Work request: Write out every line below that contains "Side".
++++ Exercise materials
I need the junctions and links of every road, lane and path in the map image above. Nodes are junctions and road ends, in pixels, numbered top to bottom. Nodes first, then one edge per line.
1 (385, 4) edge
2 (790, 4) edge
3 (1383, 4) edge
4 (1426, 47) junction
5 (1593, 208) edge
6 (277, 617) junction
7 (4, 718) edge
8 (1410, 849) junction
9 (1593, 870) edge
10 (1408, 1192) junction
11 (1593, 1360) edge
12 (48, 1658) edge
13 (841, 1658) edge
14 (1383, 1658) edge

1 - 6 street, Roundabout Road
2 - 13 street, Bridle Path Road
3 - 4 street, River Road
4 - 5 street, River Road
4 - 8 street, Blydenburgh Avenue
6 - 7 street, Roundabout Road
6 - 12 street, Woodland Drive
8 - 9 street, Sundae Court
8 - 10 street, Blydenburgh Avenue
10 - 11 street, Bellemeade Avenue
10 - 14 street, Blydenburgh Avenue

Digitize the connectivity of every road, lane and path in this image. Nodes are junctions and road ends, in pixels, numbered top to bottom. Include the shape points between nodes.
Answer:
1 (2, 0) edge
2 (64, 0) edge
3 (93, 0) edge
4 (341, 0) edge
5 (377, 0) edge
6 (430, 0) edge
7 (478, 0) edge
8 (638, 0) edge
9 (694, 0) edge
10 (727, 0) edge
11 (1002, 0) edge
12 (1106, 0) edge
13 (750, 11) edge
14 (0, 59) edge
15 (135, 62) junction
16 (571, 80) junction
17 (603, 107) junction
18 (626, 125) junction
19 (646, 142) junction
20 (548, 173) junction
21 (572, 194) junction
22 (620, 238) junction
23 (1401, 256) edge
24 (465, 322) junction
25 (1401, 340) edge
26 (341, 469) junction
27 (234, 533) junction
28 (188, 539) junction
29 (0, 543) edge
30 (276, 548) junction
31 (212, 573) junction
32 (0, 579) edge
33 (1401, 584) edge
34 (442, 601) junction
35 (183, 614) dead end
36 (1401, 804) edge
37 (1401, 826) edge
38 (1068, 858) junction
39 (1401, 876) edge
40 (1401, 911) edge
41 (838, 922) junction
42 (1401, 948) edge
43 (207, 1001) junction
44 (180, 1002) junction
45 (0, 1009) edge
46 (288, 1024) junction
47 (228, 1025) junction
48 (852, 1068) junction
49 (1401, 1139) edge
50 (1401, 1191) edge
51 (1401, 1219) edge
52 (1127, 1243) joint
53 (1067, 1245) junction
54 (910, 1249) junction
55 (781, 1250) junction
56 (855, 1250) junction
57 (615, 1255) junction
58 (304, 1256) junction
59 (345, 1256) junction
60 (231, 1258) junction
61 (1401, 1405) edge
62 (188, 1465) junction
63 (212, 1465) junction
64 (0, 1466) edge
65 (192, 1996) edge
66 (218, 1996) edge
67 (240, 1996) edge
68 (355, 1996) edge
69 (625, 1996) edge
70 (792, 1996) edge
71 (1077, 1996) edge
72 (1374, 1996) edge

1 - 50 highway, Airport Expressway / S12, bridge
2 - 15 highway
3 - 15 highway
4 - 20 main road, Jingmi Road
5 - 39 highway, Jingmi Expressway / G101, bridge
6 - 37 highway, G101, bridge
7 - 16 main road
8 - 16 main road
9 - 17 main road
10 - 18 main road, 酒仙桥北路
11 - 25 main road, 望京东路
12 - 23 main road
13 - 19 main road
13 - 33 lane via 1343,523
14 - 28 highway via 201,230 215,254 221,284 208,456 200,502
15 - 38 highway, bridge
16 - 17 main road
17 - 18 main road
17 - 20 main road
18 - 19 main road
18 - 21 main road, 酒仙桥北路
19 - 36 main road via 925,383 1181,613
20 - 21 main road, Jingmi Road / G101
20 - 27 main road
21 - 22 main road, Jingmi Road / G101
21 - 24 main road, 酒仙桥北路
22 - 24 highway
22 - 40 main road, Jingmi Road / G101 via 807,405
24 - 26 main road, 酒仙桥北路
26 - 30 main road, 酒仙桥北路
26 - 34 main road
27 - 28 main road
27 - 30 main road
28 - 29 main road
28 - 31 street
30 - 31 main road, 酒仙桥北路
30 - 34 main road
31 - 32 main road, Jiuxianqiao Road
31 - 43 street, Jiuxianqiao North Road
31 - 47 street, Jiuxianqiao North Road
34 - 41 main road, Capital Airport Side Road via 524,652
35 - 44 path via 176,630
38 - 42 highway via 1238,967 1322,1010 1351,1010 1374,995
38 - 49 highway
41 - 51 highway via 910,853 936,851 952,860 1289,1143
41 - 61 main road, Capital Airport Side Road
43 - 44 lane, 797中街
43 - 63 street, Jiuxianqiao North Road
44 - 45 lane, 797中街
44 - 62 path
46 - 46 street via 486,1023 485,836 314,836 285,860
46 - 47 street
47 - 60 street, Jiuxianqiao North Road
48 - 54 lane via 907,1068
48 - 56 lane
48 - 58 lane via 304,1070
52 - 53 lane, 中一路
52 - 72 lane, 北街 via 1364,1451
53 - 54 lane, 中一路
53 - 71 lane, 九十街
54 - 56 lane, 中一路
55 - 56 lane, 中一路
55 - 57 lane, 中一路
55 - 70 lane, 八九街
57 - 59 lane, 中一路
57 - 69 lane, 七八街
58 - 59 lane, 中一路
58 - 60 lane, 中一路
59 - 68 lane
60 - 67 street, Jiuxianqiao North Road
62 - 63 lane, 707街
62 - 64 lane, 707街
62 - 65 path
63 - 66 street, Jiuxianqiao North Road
++++++++
Written response:
34 - 41 main road, Capital Airport Side Road via 524,652
41 - 61 main road, Capital Airport Side Road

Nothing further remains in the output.